Black, 63, led Hollinger for eight years as chairman and chief executive officer. He quit as CEO in 2003 after an internal probe found he and other executives got more than US$32 million ($40.9 million) in unauthorised payments.
He was fired as chairman two months later and convicted in July of directing a US$6.1 million fraud.
"You violated your duty to Hollinger International shareholders," US District Judge Amy St Eve told Black yesterday in Chicago federal court. "I frankly cannot understand how someone of your stature, at the top of the media empire, could engage in the conduct you engaged in."
Black was ordered to return the US$6.1 million and pay a US$125,000 fine.
His conviction stemmed from a federal crackdown on corporate crime that followed the 2001 collapse of Enron Corp. Juries convicted several ousted CEOs of fraud, including Enron's Jeffrey Skilling, WorldCom Inc's Bernard Ebbers, Tyco International's L. Dennis Kozlowski and Adelphia Communications Corp's John Rigas.
"I do wish to express very profound regret and sadness" for Hollinger investors, Black told St Eve yesterday. The judge sentenced him to the minimum prison term under the law, using the same guidelines that will govern the sentence of F. David Radler, the chief US witness against Black and his former partner.
The judge allowed Black to remain free on bail until March 3, when he is to report to prison. St Eve originally granted a request that she recommend he serve his term at a low-security facility at Eglin Air Force Base in Florida and rejected a US bid to seize his Palm Beach, Florida, home or the sale proceeds of his New York apartment.
When the judge learned Eglin had closed last year, she substituted a low security prison near Coleman, Florida.
"To end up where we ended up is a lot better than where we started," Black's lawyer Edward Greenspan said after the hearing. "What is left is going to be appealed."
Black declined to comment as he exited the courtroom. Chicago US Attorney Patrick Fitzgerald said the prison term was "a serious amount of time".
Assistant US Attorney Eric Sussman yesterday argued against leniency before sentencing.
"Black and his co-defendants nakedly stole money," he argued. "What brought him here today is his own greed."

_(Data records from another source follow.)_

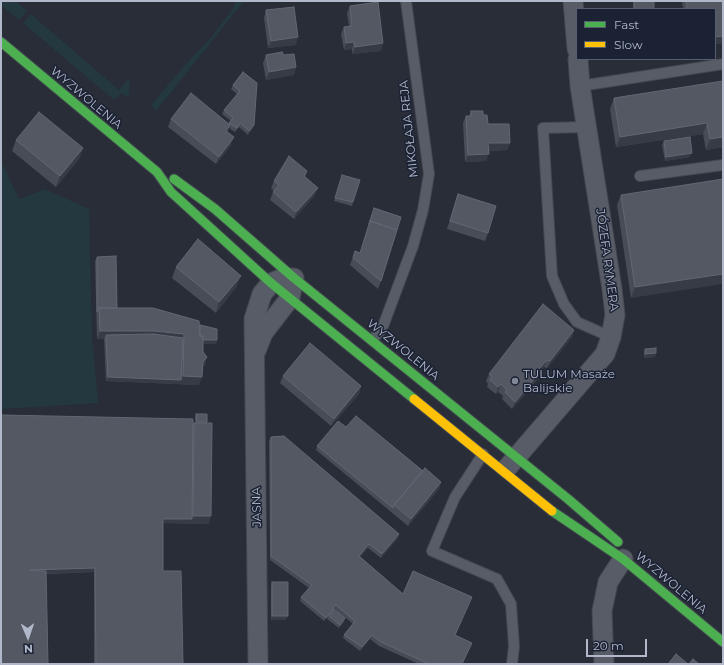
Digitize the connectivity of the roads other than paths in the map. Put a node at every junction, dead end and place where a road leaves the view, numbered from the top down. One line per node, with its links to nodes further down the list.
1 (406, 1): 16 (lane, MIKOŁAJA REJA)
2 (572, 1): 3 (street)
3 (576, 39)
4 (1, 42): 10 (street, WYZWOLENIA)
5 (578, 60): 7 (street, JÓZEFA RYMERA)
6 (723, 64): 7 (lane)
7 (580, 86): 8 (street, JÓZEFA RYMERA)
8 (587, 128): 15 (street, JÓZEFA RYMERA); 15 (lane)
9 (723, 165): 11 (lane)
10 (157, 172): 12 (street, WYZWOLENIA); 13 (street, WYZWOLENIA)
11 (640, 176)
12 (294, 278): 13 (street); 14 (street, JASNA); 16 (street, WYZWOLENIA)
13 (271, 283): 14 (street, WYZWOLENIA); 17 (street, JASNA)
14 (290, 298): 17 (street, JASNA); 19 (street, WYZWOLENIA)
15 (611, 337): 20 (street, JÓZEFA RYMERA)
16 (372, 340): 18 (street, WYZWOLENIA)
17 (256, 351): 24 (street, JASNA)
18 (494, 439): 19 (lane); 20 (street, WYZWOLENIA)
19 (482, 455): 21 (street, WYZWOLENIA); 25 (lane)
20 (516, 457): 21 (street, JÓZEFA RYMERA); 22 (street, WYZWOLENIA)
21 (503, 472): 22 (street, WYZWOLENIA)
22 (623, 559): 23 (street, WYZWOLENIA); 26 (street)
23 (723, 642)
24 (258, 664)
25 (512, 664)
26 (604, 664)

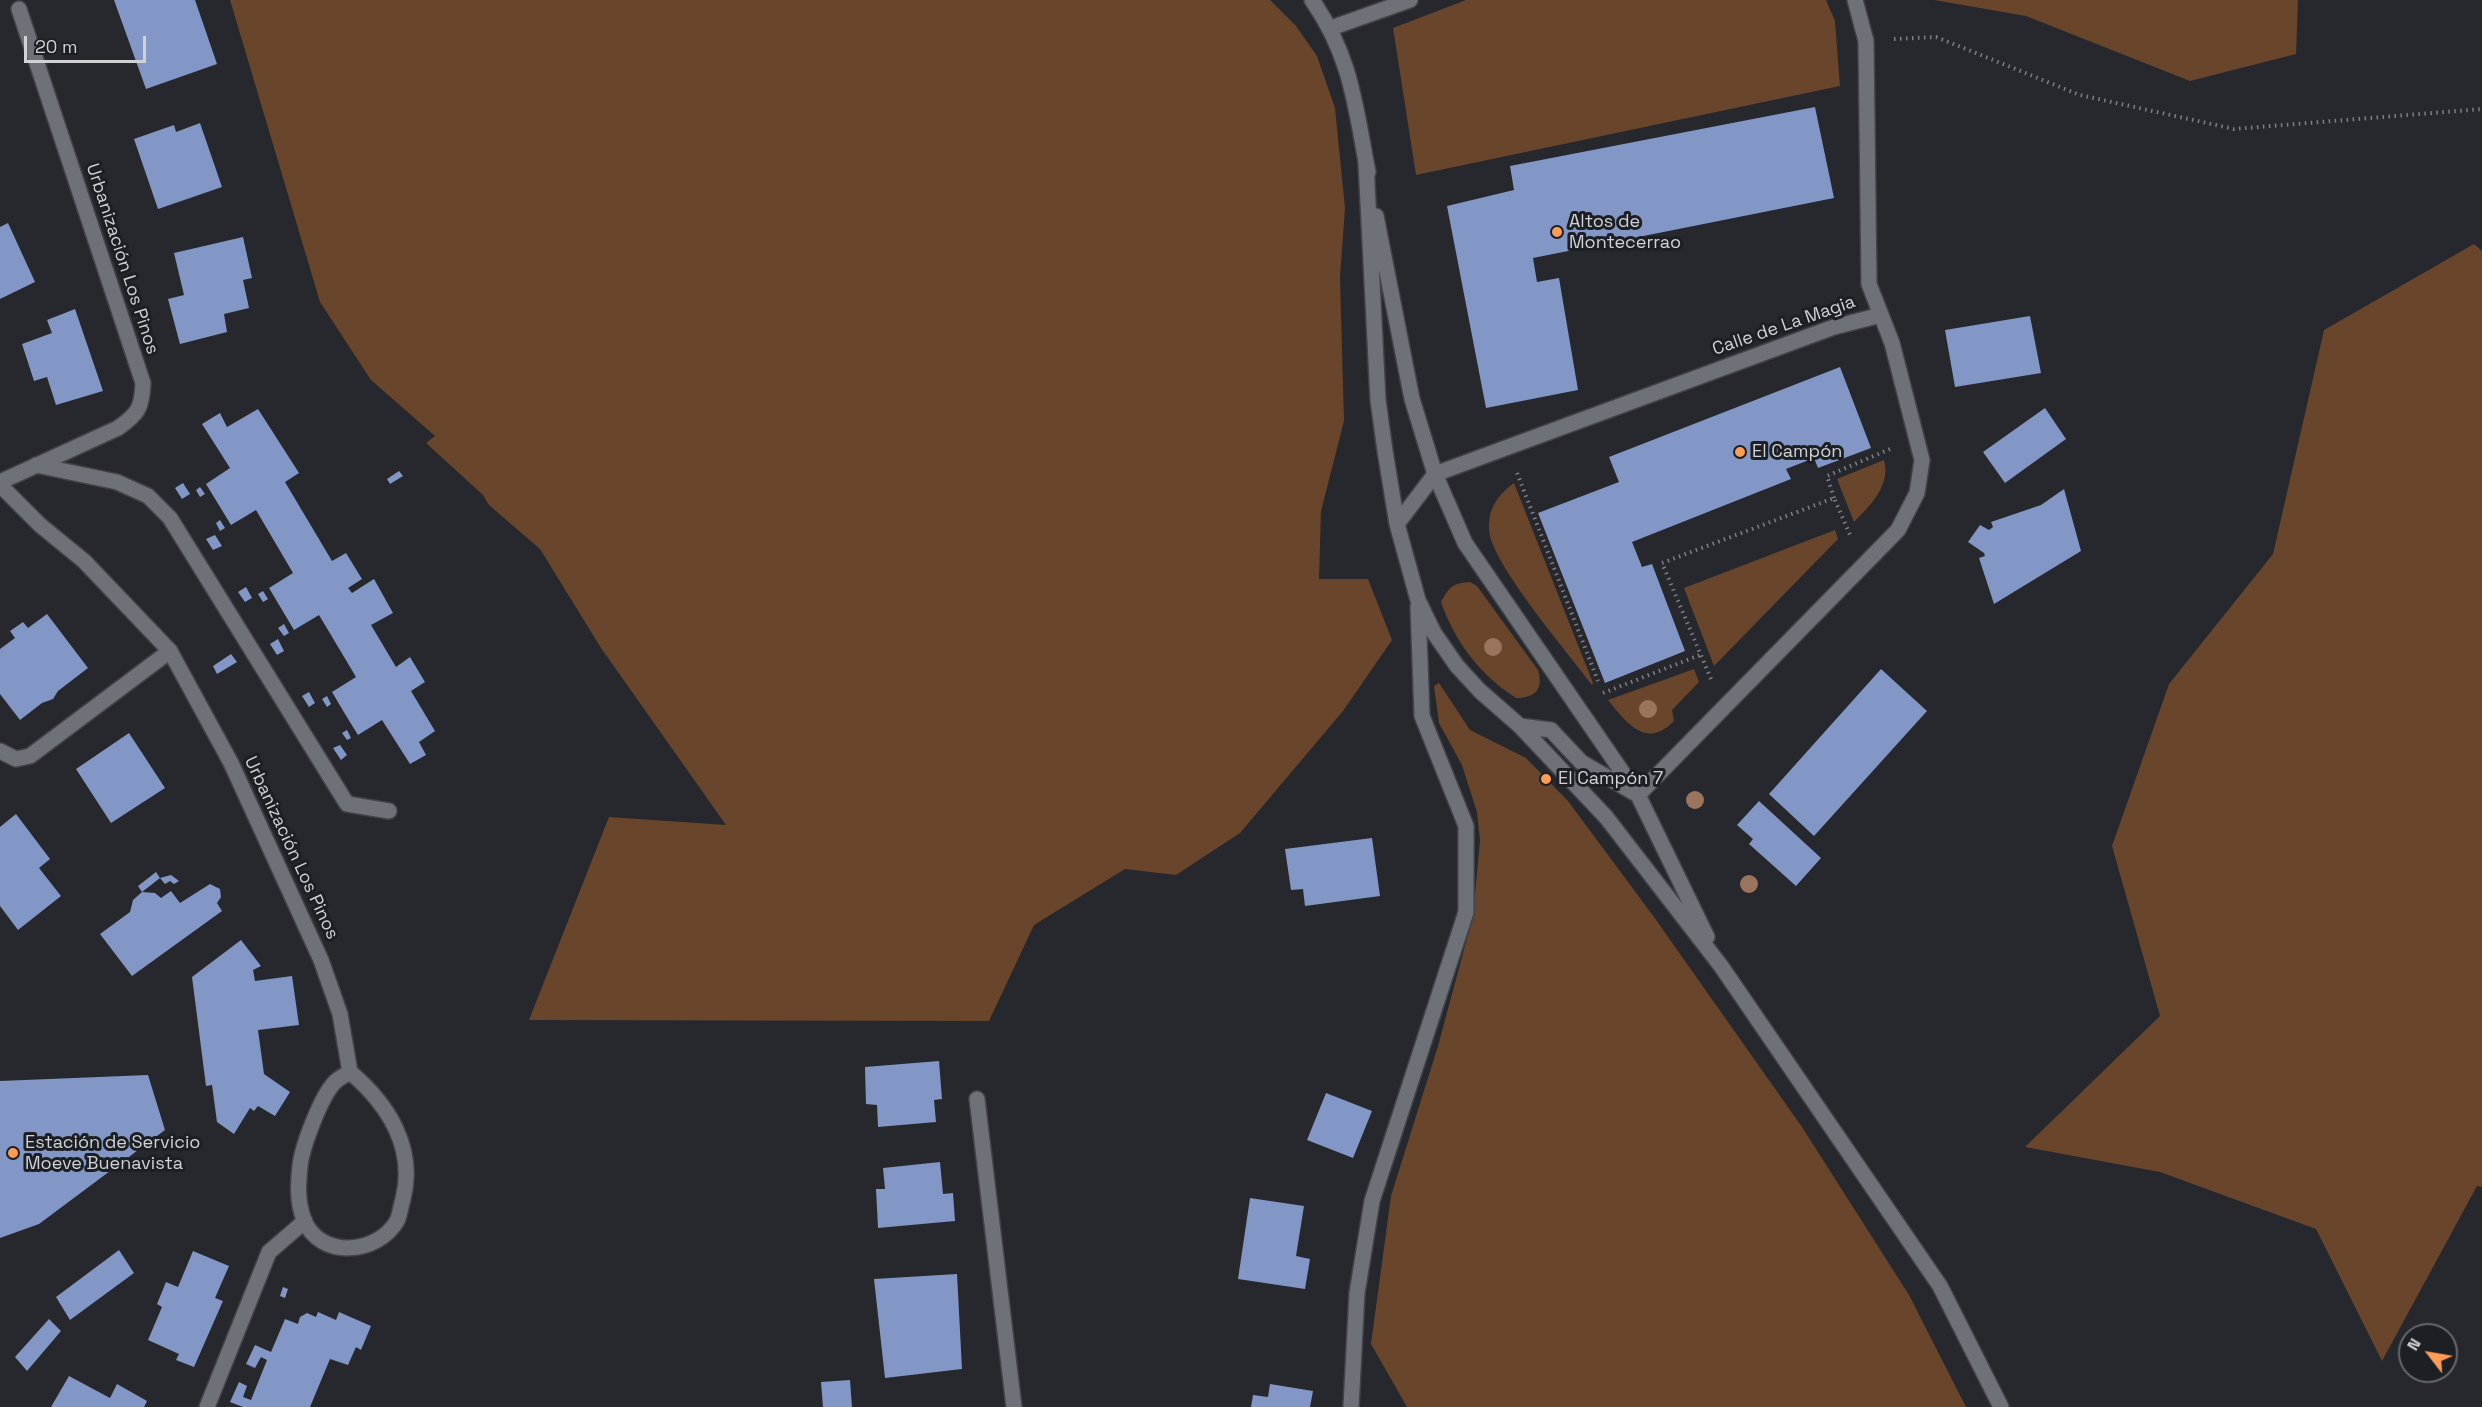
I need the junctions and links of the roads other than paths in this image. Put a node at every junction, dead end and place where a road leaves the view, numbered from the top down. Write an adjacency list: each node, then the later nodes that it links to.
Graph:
1 (1312, 0): 5 (street)
2 (1410, 0): 5 (street)
3 (1855, 0): 7 (street)
4 (19, 9): 8 (street, Urbanización Los Pinos)
5 (1331, 28): 6 (street)
6 (1366, 163): 9 (street); 11 (street)
7 (1881, 315): 9 (street, Calle de La Magia); 16 (street, Calle de La Magia)
8 (36, 465): 10 (street, Urbanización Los Pinos); 17 (street)
9 (1435, 474): 11 (street); 16 (street)
10 (0, 484): 13 (street, Urbanización Los Pinos)
11 (1397, 524): 12 (street)
12 (1418, 600): 14 (street); 24 (street)
13 (170, 651): 15 (street); 19 (street, Urbanización Los Pinos)
14 (1520, 726): 16 (street); 18 (street)
15 (0, 751)
16 (1638, 795): 18 (street)
17 (389, 811)
18 (1721, 966): 25 (street)
19 (350, 1072): 21 (street); 21 (street)
20 (978, 1099): 23 (street)
21 (305, 1221): 22 (street)
22 (207, 1407)
23 (1014, 1407)
24 (1351, 1407)
25 (2001, 1407)

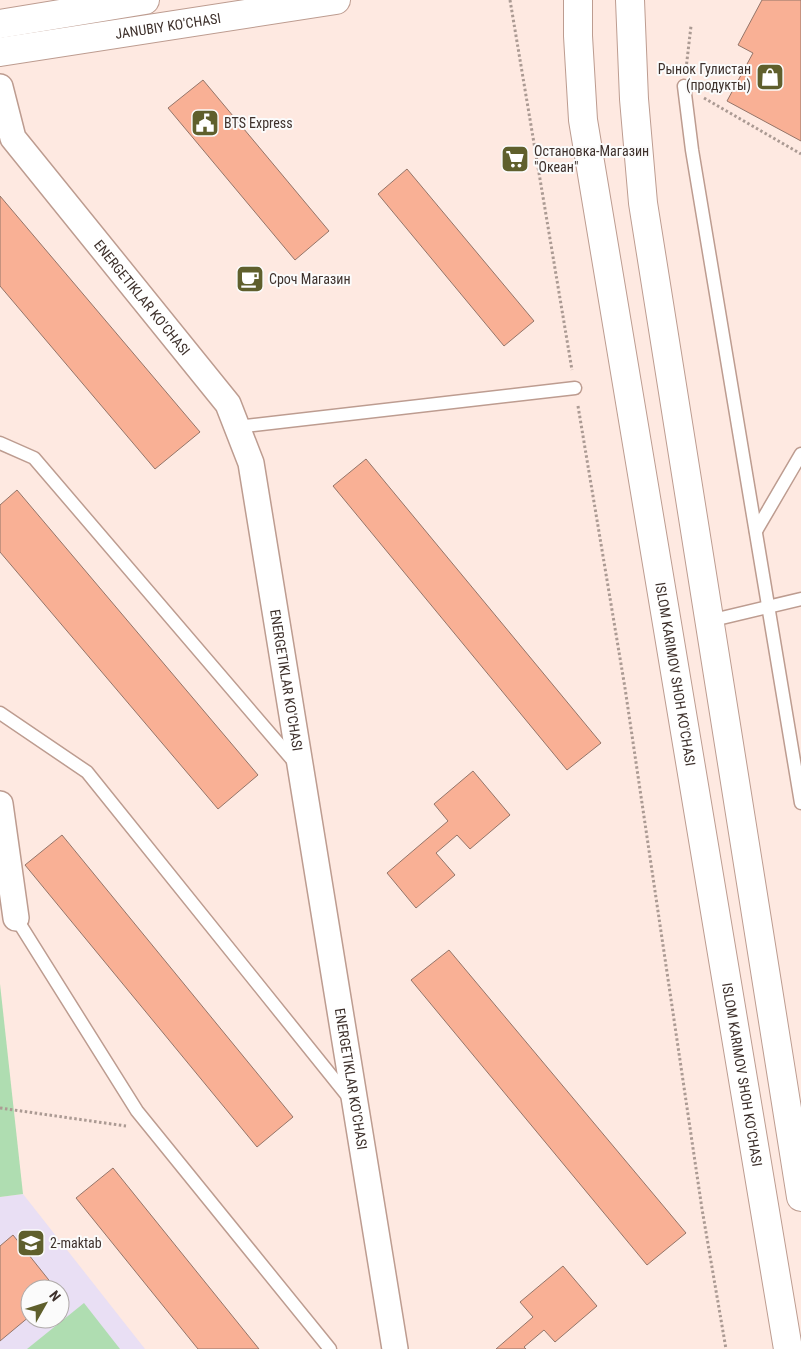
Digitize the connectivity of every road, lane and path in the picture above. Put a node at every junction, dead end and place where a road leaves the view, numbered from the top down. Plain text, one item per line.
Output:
1 (145, 0) edge
2 (336, 0) edge
3 (510, 0) edge
4 (578, 0) edge
5 (630, 0) edge
6 (0, 24) edge
7 (691, 26) dead end
8 (0, 52) edge
9 (684, 86) junction
10 (0, 87) edge
11 (801, 154) edge
12 (575, 388) junction
13 (237, 427) junction
14 (0, 443) edge
15 (801, 454) edge
16 (756, 531) junction
17 (801, 599) edge
18 (768, 606) junction
19 (709, 621) junction
20 (0, 713) edge
21 (301, 770) junction
22 (801, 803) edge
23 (0, 804) edge
24 (16, 918) joint
25 (355, 1106) junction
26 (0, 1108) edge
27 (152, 1129) junction
28 (801, 1196) edge
29 (330, 1349) edge
30 (395, 1349) edge
31 (726, 1349) edge
32 (788, 1349) edge

1 - 6 main road
2 - 8 main road, JANUBIY KO'CHASI
3 - 12 path
4 - 32 main road, ISLOM KARIMOV SHOH KO'CHASI
5 - 19 main road
7 - 9 path
9 - 11 path
9 - 16 lane
10 - 13 street, ENERGETIKLAR KO'CHASI
12 - 13 lane
12 - 31 path
13 - 21 street, ENERGETIKLAR KO'CHASI
14 - 21 lane
15 - 16 lane
16 - 18 lane
17 - 18 lane
18 - 19 lane
18 - 22 lane
19 - 28 main road
20 - 25 lane
21 - 25 street, ENERGETIKLAR KO'CHASI
23 - 24 street
24 - 27 lane
25 - 30 street, ENERGETIKLAR KO'CHASI
26 - 27 path
27 - 29 lane

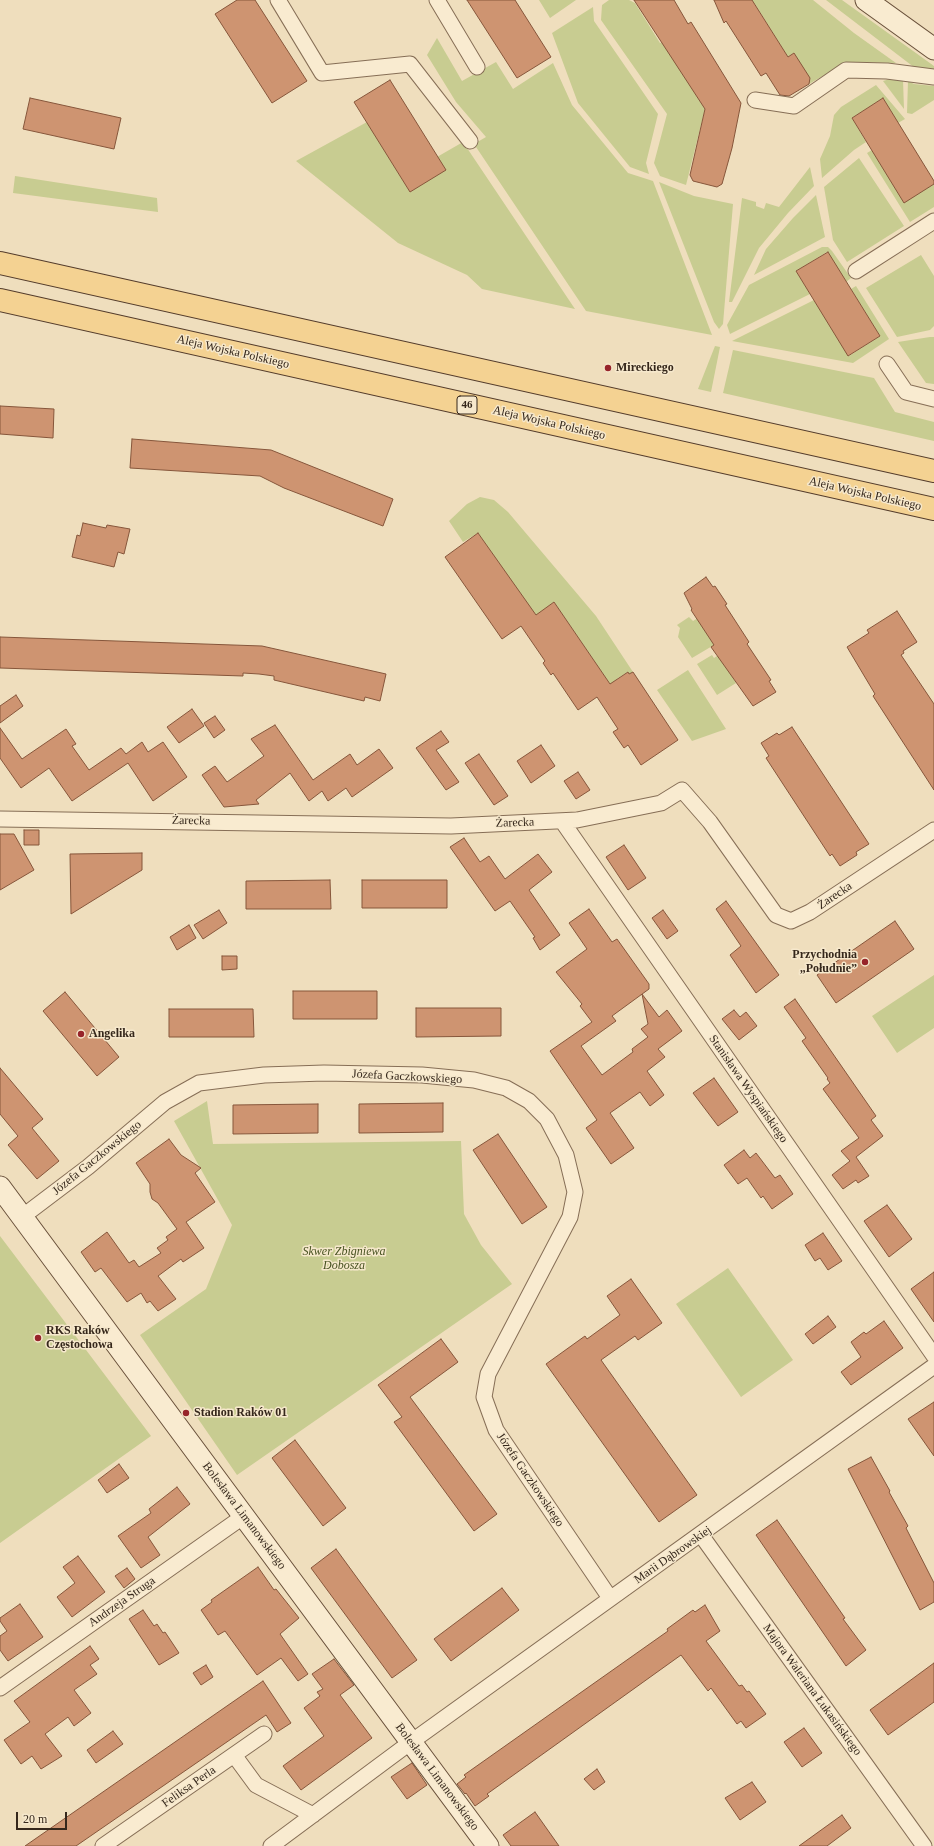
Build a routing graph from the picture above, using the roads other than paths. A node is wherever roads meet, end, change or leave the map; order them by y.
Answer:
1 (278, 0) edge
2 (437, 0) edge
3 (866, 0) edge
4 (934, 49) edge
5 (477, 67) dead end
6 (934, 77) edge
7 (755, 100) dead end
8 (470, 141) dead end
9 (934, 221) edge
10 (0, 263) edge
11 (856, 271) dead end
12 (0, 300) edge
13 (887, 364) dead end
14 (934, 399) edge
15 (934, 471) edge
16 (934, 509) edge
17 (0, 819) edge
18 (562, 821) junction
19 (934, 830) edge
20 (0, 1187) edge
21 (22, 1217) junction
22 (934, 1356) edge
23 (934, 1366) edge
24 (244, 1516) junction
25 (701, 1535) junction
26 (610, 1598) junction
27 (0, 1688) edge
28 (264, 1734) dead end
29 (411, 1742) junction
30 (234, 1755) junction
31 (312, 1815) junction
32 (103, 1846) edge
33 (271, 1846) edge
34 (488, 1846) edge
35 (924, 1846) edge

1 - 8 street
2 - 5 street
3 - 4 street
6 - 7 street
9 - 11 street
10 - 15 main road
12 - 16 main road, Aleja Wojska Polskiego / 46
13 - 14 street
17 - 18 street, Żarecka
18 - 19 street, Żarecka
18 - 22 street, Stanisława Wyspiańskiego
20 - 21 street, Bolesława Limanowskiego
21 - 24 street, Bolesława Limanowskiego
21 - 26 street, Józefa Gaczkowskiego
23 - 25 street, Marii Dąbrowskiej
24 - 27 street, Andrzeja Struga
24 - 29 street, Bolesława Limanowskiego
25 - 26 street, Marii Dąbrowskiej
25 - 35 street, Majora Waleriana Łukasińskiego
26 - 29 street, Marii Dąbrowskiej
28 - 30 street, Feliksa Perla
29 - 31 street
29 - 34 street, Bolesława Limanowskiego
30 - 31 street
30 - 32 street, Feliksa Perla
31 - 33 street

Convicted with Black were former Hollinger vice-president Peter Atkinson, ex-chief financial officer John Boultbee, and former general counsel Mark Kipnis. Atkinson was sentenced to two years in prison and three years' probation. Boultbee was sentenced to 2 1/4 years in prison, three years' probation and US$152,500 restitution.
Kipnis was sentenced to six months of house arrest and five years of probation. He also was ordered to perform 275 hours of community service.
As part of his plea bargain, Radler is to be sentenced December 17 under more lenient 2000 federal guidelines. St Eve said fairness required that Black be sentenced under the same rules.